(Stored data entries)
════════════════════

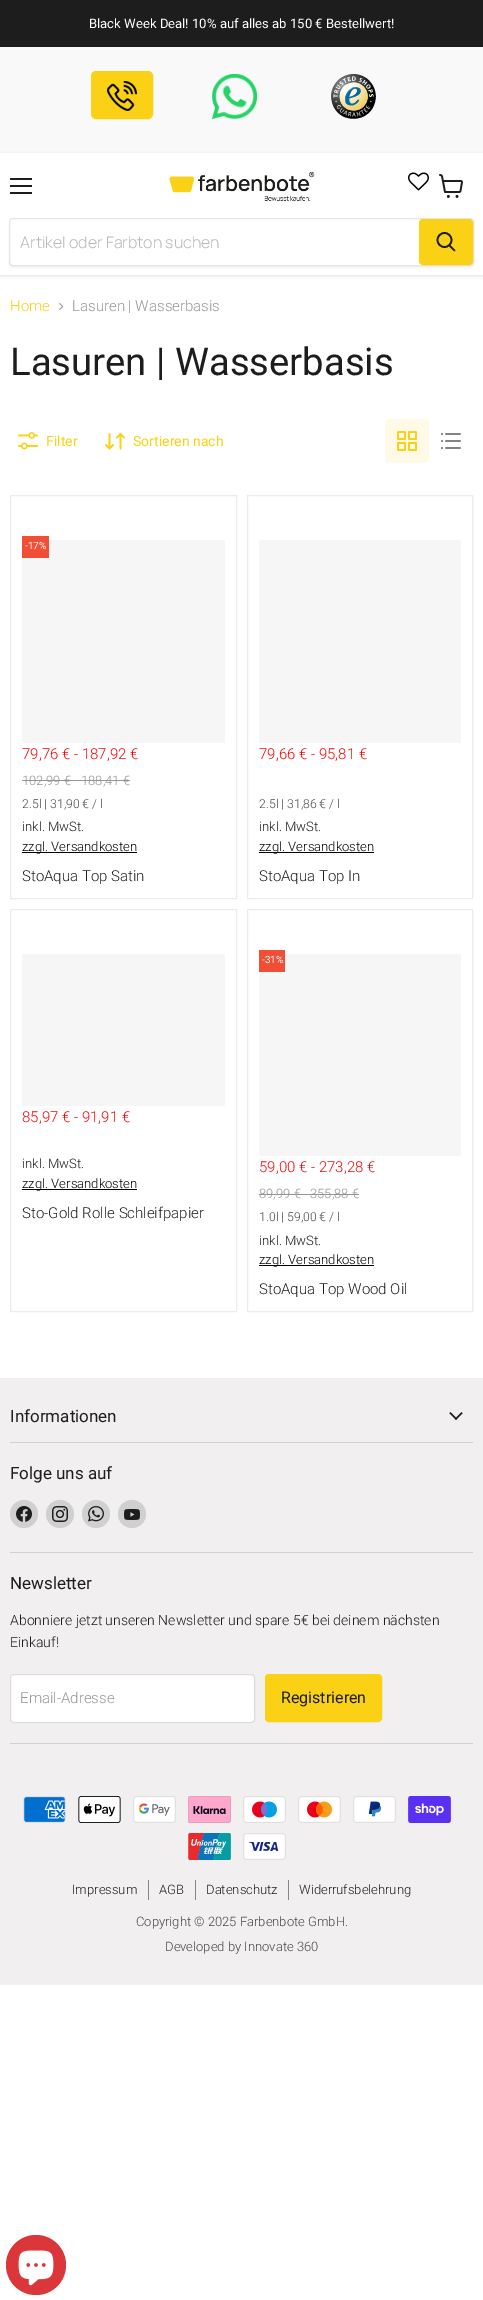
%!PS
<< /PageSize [483 2300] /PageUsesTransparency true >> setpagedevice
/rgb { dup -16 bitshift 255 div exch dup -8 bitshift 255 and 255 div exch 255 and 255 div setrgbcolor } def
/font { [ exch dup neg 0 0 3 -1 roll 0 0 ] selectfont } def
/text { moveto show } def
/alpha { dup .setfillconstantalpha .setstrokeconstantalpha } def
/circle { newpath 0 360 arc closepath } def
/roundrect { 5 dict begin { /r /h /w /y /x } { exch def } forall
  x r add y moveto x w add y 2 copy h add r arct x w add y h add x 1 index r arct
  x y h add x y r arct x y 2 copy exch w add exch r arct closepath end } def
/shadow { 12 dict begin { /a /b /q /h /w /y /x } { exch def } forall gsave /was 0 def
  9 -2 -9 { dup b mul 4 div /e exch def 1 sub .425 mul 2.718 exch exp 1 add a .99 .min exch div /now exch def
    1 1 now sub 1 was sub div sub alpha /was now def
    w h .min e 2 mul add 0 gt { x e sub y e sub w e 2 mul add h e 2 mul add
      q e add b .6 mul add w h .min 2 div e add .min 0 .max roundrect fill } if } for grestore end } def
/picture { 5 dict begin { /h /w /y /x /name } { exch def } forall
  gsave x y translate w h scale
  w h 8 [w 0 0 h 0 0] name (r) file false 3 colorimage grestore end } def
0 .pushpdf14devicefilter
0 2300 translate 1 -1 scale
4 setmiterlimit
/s1 { /Roboto-Regular 13.1 font 16#FFFFFF rgb } def
/s2 { /Manrope-ExtraLight 16 font 16#B8B8B8 rgb } def
/s3 { /Roboto-Light 15 font 16#FAD115 rgb } def
/s4 { /Roboto-Light 15 font 16#949494 rgb } def
/s5 { /Roboto-Regular 38.25 font 16#1D1D1D rgb } def
/s6 { /Roboto-Regular 14.05 font 16#FAD115 rgb } def
/s7 { /Roboto-Regular 10 font 16#FFFFFF rgb } def
/s8 { /Roboto-Light 15 font 16#FF0000 rgb } def
/s9 { /Roboto-Light 13 font 16#949494 rgb } def
/s10 { /Roboto-Light 12.25 font 16#474747 rgb } def
/s11 { /Roboto-Light 13.1 font 16#1D1D1D rgb } def
/s12 { /Roboto-Light 13.1 font 16#000000 rgb } def
/s13 { /Roboto-Light 15 font 16#1D1D1D rgb } def
/s14 { /Roboto-Regular 17 font 16#1D1D1D rgb } def
/s15 { /Roboto-Light 14.05 font 16#1D1D1D rgb } def
/s16 { /Roboto-Regular 16 font 16#1D1D1D rgb } def
/s17 { /Roboto-Light 13 font 16#1D1D1D rgb } def
/s18 { /Roboto-Light 13 font 16#474747 rgb } def
16#FFFFFF rgb
0 0 483 2300 rectfill
16#1D1D1D rgb
0 0 483 47 rectfill
s1
(Black Week Deal! 10% auf alles ab 150 € Bestellwert!) 89 28 text
16#F9F9F9 rgb
0 47 483 106 rectfill
16#FAD115 rgb
91.5 71.5 61 47 4.5 roundrect gsave fill grestore
stroke
(pic1.raw) 107 81 30 30 picture
(pic2.raw) 212 74 45 45 picture
(pic3.raw) 331 74 45 45 picture
gsave
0 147 moveto 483 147 lineto 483 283 lineto 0 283 lineto closepath 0 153 moveto 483 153 lineto 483 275 lineto 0 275 lineto closepath eoclip newpath
16#808080 rgb
0 154 483 122 0 2 0.25 shadow
grestore
16#1D1D1D rgb
10 178 22 2 rectfill
10 185 22 2 rectfill
10 192 22 2 rectfill
(pic4.raw) 408 172 21 19 picture
(pic5.raw) 439 174 24 24 picture
(pic6.raw) 169 171 146 31 picture
gsave
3 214 moveto 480 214 lineto 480 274 lineto 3 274 lineto closepath 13 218 moveto 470 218 lineto 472 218 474 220 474 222 curveto 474 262 lineto 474 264 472 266 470 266 curveto 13 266 lineto 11 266 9 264 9 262 curveto 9 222 lineto 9 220 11 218 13 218 curveto closepath eoclip newpath
16#808080 rgb
9 220 465 48 4 1.5 0.11 shadow
grestore
0.2 alpha
16#808080 rgb
9.5 218.5 464 47 3.5 roundrect stroke
1 alpha
s2
(Artikel oder Farbton suchen) 20 248 text
16#FAD115 rgb
419.5 219.5 53 45 3.5 roundrect gsave fill grestore
stroke
16#1D1D1D rgb
1.7 setlinewidth
1 setlinecap
454.5 250.5 moveto 449.5 245.5 lineto stroke
0 setlinecap
444.5 240 7 circle stroke
s3
(Home) 10 311 text
(pic7.raw) 59 303 5 7 picture
s4
(Lasuren | Wasserbasis) 72 311 text
s5
(Lasuren | Wasserbasis) 10 375 text
(pic8.raw) 18 432 20 18 picture
s6
(Filter) 46 446 text
(pic9.raw) 105 433 20 17 picture
(Sortieren nach) 133 446 text
16#FFFAE8 rgb
385 419 44 44 4 roundrect fill
(pic10.raw) 397 431 20 20 picture
(pic11.raw) 441 433 20 16 picture
16#EBEBEB rgb
1 setlinewidth
10.5 495.5 226 403 rectstroke
16#F6F6F6 rgb
22 540 203 203 rectfill
16#F04F36 rgb
22 536 27 22 rectfill
s7
(-17%) 25 549 text
s8
(79,76 € - 187,92 €) 22 759 text
s9
(102,99 €) 22 785 text
22 780 59 1 rectfill
(188,41 €) 81 785 text
81 780 49 1 rectfill
s10
(2.5l | 31,90 € / l) 22 808 text
s11
(inkl. MwSt.) 22 831 text
16#000000 rgb
22 852 115 1 rectfill
(zzgl. Versandkosten) 22 851 text
s13
(StoAqua Top Satin) 22 881 text
16#EBEBEB rgb
247.5 495.5 225 403 rectstroke
16#F6F6F6 rgb
259 540 202 203 rectfill
s8
(79,66 € - 95,81 €) 259 759 text
s10
(2.5l | 31,86 € / l) 259 808 text
s11
(inkl. MwSt.) 259 831 text
16#000000 rgb
259 852 115 1 rectfill
(zzgl. Versandkosten) 259 851 text
s13
(StoAqua Top In) 259 881 text
16#EBEBEB rgb
10.5 909.5 226 402 rectstroke
16#F6F6F6 rgb
22 954 203 152 rectfill
s8
(85,97 € - 91,91 €) 22 1122 text
s11
(inkl. MwSt.) 22 1168 text
16#000000 rgb
22 1189 115 1 rectfill
(zzgl. Versandkosten) 22 1188 text
s13
(Sto-Gold Rolle Schleifpapier) 22 1218 text
16#EBEBEB rgb
247.5 909.5 225 402 rectstroke
16#F6F6F6 rgb
259 954 202 202 rectfill
16#F04F36 rgb
259 950 26 22 rectfill
s7
(-31%) 262 963 text
s8
(59,00 € - 273,28 €) 259 1172 text
s9
(89,99 €) 259 1198 text
259 1194 51 1 rectfill
(355,88 €) 310 1198 text
310 1194 49 1 rectfill
s10
(1.0l | 59,00 € / l) 259 1221 text
s11
(inkl. MwSt.) 259 1245 text
16#000000 rgb
259 1265 115 1 rectfill
(zzgl. Versandkosten) 259 1264 text
s13
(StoAqua Top Wood Oil) 259 1294 text
16#F1EFEF rgb
0 1378 483 607 rectfill
16#D1D0D0 rgb
10 1442 463 1 rectfill
s14
(Informationen) 10 1422 text
(pic12.raw) 449 1412 14 8 picture
16#D1D0D0 rgb
10 1552 463 1 rectfill
s14
(Folge uns auf) 10 1479 text
16#D1D0D0 rgb
24 1514 14 circle fill
(pic13.raw) 16 1506 16 16 picture
60 1514 14 circle fill
(pic14.raw) 52 1506 16 16 picture
96 1514 14 circle fill
(pic15.raw) 88 1506 16 16 picture
132 1514 14 circle fill
(pic16.raw) 124 1509 16 11 picture
10 1743 463 1 rectfill
s14
(Newsletter) 10 1589 text
s15
(Abonniere jetzt unseren Newsletter und spare 5€ bei deinem nächsten) 10 1625 text
(Einkauf!) 10 1647 text
16#FFFFFF rgb
10.5 1674.5 244 48 3.5 roundrect gsave fill grestore
16#DDDDDD rgb
stroke
s4
(Email-Adresse) 20 1703 text
16#FAD115 rgb
265.5 1674.5 116 47 3.5 roundrect gsave fill grestore
stroke
s16
(Registrieren) 281 1703 text
(pic17.raw) 23 1796 43 27 picture
(pic18.raw) 78 1796 43 27 picture
(pic19.raw) 133 1796 43 27 picture
(pic20.raw) 188 1796 43 27 picture
(pic21.raw) 243 1796 43 27 picture
(pic22.raw) 298 1796 43 27 picture
(pic23.raw) 353 1796 43 27 picture
(pic24.raw) 408 1796 43 27 picture
(pic25.raw) 188 1833 43 27 picture
(pic26.raw) 243 1833 43 27 picture
16#878686 rgb
148 1880 1 20 rectfill
s17
(Impressum) 72 1894 text
16#878686 rgb
195 1880 1 20 rectfill
s17
(AGB) 159 1894 text
16#878686 rgb
288 1880 1 20 rectfill
s17
(Datenschutz) 206 1894 text
(Widerrufsbelehrung) 299 1894 text
s18
(Copyright © 2025 Farbenbote GmbH.) 136 1926 text
(Developed by Innovate 360) 165 1951 text
16#DB3639 rgb
36 2265 30 circle fill
(pic27.raw) 18 2250 36 36 picture
.poppdf14devicefilter showpage
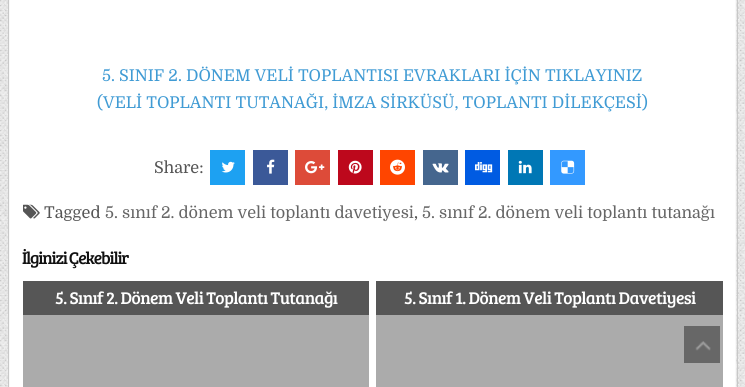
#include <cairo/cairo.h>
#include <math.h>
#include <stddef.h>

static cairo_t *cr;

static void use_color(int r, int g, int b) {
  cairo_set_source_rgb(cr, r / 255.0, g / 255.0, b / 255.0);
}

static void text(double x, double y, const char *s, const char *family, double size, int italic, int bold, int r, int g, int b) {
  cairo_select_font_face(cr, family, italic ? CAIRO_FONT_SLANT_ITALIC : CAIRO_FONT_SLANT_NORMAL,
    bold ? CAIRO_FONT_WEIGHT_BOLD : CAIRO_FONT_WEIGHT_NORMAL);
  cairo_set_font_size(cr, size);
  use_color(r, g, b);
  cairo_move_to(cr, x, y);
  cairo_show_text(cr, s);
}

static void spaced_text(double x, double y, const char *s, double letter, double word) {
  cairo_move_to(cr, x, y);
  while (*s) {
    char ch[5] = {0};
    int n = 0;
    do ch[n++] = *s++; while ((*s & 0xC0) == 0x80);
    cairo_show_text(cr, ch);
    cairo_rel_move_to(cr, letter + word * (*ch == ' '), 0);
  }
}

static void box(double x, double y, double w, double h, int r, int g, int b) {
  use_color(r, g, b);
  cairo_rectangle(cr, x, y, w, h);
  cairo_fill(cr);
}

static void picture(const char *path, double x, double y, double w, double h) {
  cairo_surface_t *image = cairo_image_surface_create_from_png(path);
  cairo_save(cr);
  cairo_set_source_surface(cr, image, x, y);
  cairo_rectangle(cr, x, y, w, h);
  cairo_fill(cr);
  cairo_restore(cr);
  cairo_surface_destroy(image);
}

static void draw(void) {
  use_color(255, 255, 255);
  cairo_paint(cr);
  picture("img_01.png", 0, 0, 745, 387);
  cairo_rectangle(cr, 8.5, -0.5, 729, 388);
  use_color(200, 200, 200);
  cairo_set_line_width(cr, 1);
  cairo_stroke(cr);
  cairo_rectangle(cr, 9.5, -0.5, 726, 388);
  use_color(249, 249, 249);
  cairo_stroke(cr);
  box(10, 0, 725, 387, 255, 255, 255);
  box(210, 150, 35, 35, 29, 161, 242);
  picture("img_02.png", 221, 161, 14, 12);
  box(253, 150, 35, 35, 59, 89, 152);
  picture("img_03.png", 267, 159, 8, 15);
  box(295, 150, 35, 35, 221, 75, 57);
  picture("img_04.png", 305, 161, 20, 13);
  box(338, 150, 35, 35, 189, 8, 28);
  picture("img_05.png", 348, 160, 14, 14);
  box(380, 150, 35, 35, 255, 69, 0);
  picture("img_06.png", 390, 159, 15, 16);
  box(423, 150, 35, 35, 69, 102, 142);
  picture("img_07.png", 432, 163, 17, 10);
  box(465, 150, 35, 35, 0, 91, 226);
  picture("img_08.png", 475, 162, 18, 11);
  box(508, 150, 35, 35, 0, 119, 181);
  picture("img_09.png", 518, 160, 14, 14);
  box(550, 150, 35, 35, 51, 153, 255);
  picture("img_10.png", 561, 160, 14, 14);
  picture("img_11.png", 23, 204, 17, 15);
  box(23, 281, 346, 34, 86, 86, 86);
  box(23, 315, 346, 72, 171, 171, 171);
  box(376, 281, 347, 34, 86, 86, 86);
  box(376, 315, 347, 72, 171, 171, 171);
  box(684, 326, 36, 37, 103, 103, 103);
  picture("img_12.png", 695, 341, 16, 10);
  text(102, 81, "5. SINIF 2. DÖNEM VELİ TOPLANTISI EVRAKLARI İÇİN TIKLAYINIZ", "Domine", 16.25, 0, 0, 64, 155, 212);
  text(97, 108, "(VELİ TOPLANTI TUTANAĞI, İMZA SİRKÜSÜ, TOPLANTI DİLEKÇESİ)", "Domine", 16.25, 0, 0, 64, 155, 212);
  text(154, 173, "Share:", "Domine", 16.25, 0, 0, 85, 85, 85);
  text(44, 218, "Tagged", "Domine", 16.25, 0, 0, 85, 85, 85);
  text(105, 218, "5. sınıf 2. dönem veli toplantı davetiyesi", "Domine", 16.25, 0, 0, 102, 102, 102);
  text(414, 218, ",", "Domine", 16.25, 0, 0, 85, 85, 85);
  text(422, 218, "5. sınıf 2. dönem veli toplantı tutanağı", "Domine", 16.25, 0, 0, 102, 102, 102);
  cairo_select_font_face(cr, "Bree Serif", CAIRO_FONT_SLANT_NORMAL, CAIRO_FONT_WEIGHT_NORMAL);
  cairo_set_font_size(cr, 17.5);
  use_color(17, 17, 17);
  spaced_text(22, 264, "İlginizi Çekebilir", -1.25, 0);
  use_color(255, 255, 255);
  spaced_text(55, 304, "5. Sınıf 2. Dönem Veli Toplantı Tutanağı", -0.6, 0);
  spaced_text(404, 304, "5. Sınıf 1. Dönem Veli Toplantı Davetiyesi", -0.6, 0);
}

int main(void) {
  cairo_surface_t *surface = cairo_image_surface_create(CAIRO_FORMAT_RGB24, 745, 387);
  cr = cairo_create(surface);
  cairo_font_options_t *options = cairo_font_options_create();
  cairo_font_options_set_hint_metrics(options, CAIRO_HINT_METRICS_OFF);
  cairo_font_options_set_hint_style(options, CAIRO_HINT_STYLE_NONE);
  cairo_set_font_options(cr, options);
  cairo_set_miter_limit(cr, 4);
  draw();
  cairo_surface_write_to_png(surface, "out.png");
  cairo_font_options_destroy(options);
  cairo_destroy(cr);
  cairo_surface_destroy(surface);
  return 0;
}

════════════════════

Work order: The range runs from the line above containing "<< /PageSize [483" to the line containing "gsave /was 0 def", inclusive. Restate those lines word for word and no others.

Completed exercise:
<< /PageSize [483 2300] /PageUsesTransparency true >> setpagedevice
/rgb { dup -16 bitshift 255 div exch dup -8 bitshift 255 and 255 div exch 255 and 255 div setrgbcolor } def
/font { [ exch dup neg 0 0 3 -1 roll 0 0 ] selectfont } def
/text { moveto show } def
/alpha { dup .setfillconstantalpha .setstrokeconstantalpha } def
/circle { newpath 0 360 arc closepath } def
/roundrect { 5 dict begin { /r /h /w /y /x } { exch def } forall
  x r add y moveto x w add y 2 copy h add r arct x w add y h add x 1 index r arct
  x y h add x y r arct x y 2 copy exch w add exch r arct closepath end } def
/shadow { 12 dict begin { /a /b /q /h /w /y /x } { exch def } forall gsave /was 0 def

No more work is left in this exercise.